The Army has taught me how to be resourceful.
Col. Douglas Wheelock walks you through how he had to use the problem-solving skills he gained in the Army during a recent spacewalk.
As you're coming up through the Army whether you're in the enlisted ranks or a warrant officer and commissioned officer ranks you're exposed to a lot of different leadership types. The thing that West Point taught me was that all different types of leadership styles can be effective in their own, in their own right and the most important thing was to be the type of leader that you're wired to be.
I'll be launching next May, May 30th of 2010 and I'll be the commander of Expedition 25 aboard the International Space Station. And I'll have a team of six and so probably the two most important things that the Army has taught me is small unit leadership. How to be a leader in a small unit setting and then coupled with that the other thing that the Army has taught me is how to be resourceful when it comes to problem solving.

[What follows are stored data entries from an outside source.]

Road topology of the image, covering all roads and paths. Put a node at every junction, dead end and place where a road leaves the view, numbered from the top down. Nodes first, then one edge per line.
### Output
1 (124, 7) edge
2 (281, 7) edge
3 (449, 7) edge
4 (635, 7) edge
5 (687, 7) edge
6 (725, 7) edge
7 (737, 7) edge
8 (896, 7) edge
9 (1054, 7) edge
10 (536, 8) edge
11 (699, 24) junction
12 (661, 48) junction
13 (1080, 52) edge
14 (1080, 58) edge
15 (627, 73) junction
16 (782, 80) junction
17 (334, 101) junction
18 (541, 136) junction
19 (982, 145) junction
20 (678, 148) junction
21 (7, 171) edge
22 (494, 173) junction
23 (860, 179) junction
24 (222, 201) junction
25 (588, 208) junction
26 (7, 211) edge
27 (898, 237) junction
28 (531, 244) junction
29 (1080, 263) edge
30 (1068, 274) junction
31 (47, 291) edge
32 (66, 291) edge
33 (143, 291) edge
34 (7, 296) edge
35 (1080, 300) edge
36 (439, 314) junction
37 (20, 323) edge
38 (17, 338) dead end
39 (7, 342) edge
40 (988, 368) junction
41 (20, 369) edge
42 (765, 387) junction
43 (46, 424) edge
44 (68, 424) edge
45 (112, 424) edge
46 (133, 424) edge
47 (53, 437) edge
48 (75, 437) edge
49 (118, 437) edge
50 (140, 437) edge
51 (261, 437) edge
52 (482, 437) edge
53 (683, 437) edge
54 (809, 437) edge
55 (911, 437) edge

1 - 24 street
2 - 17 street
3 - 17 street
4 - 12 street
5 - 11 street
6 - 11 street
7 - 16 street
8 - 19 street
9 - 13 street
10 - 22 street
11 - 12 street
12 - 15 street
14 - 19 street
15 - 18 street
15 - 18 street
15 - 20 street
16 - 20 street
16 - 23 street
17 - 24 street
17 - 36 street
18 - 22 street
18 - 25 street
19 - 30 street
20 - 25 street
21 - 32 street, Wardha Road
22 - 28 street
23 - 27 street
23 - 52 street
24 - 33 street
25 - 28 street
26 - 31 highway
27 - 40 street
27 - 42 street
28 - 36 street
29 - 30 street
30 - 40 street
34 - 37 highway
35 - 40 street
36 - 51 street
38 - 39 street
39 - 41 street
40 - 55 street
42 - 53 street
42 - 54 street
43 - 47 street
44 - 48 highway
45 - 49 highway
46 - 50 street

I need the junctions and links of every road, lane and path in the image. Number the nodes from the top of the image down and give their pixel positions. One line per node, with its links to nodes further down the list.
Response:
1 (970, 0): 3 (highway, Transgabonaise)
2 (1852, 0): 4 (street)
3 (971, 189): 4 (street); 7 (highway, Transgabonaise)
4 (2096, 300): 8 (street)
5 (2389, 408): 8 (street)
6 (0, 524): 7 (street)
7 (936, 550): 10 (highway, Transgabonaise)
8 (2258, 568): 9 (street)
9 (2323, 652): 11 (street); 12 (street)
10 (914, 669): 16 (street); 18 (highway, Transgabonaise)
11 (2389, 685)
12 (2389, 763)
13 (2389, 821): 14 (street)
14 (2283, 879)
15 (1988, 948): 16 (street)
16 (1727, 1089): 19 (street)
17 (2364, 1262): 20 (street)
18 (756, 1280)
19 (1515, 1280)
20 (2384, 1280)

I got a chance to fly on the space shuttle, and on my second space walk as the array was coming out, one of the array panels tore. So we were in danger of sending the space station out of control and tumbling. So we built these things, and we took them outside and we crawled up on that solar ray and we sewed it up.
But all of that, I learned all that problem solving and going out and tackling the task, which seemed impossible just hours prior to that, was much like the situations I'd seen in the small units in the Army and I was thankful for the greatest gift that the Army had given me, a problem-solving mind, and how to take limited resources and just my small team and come up with a very elegant, eloquent solution.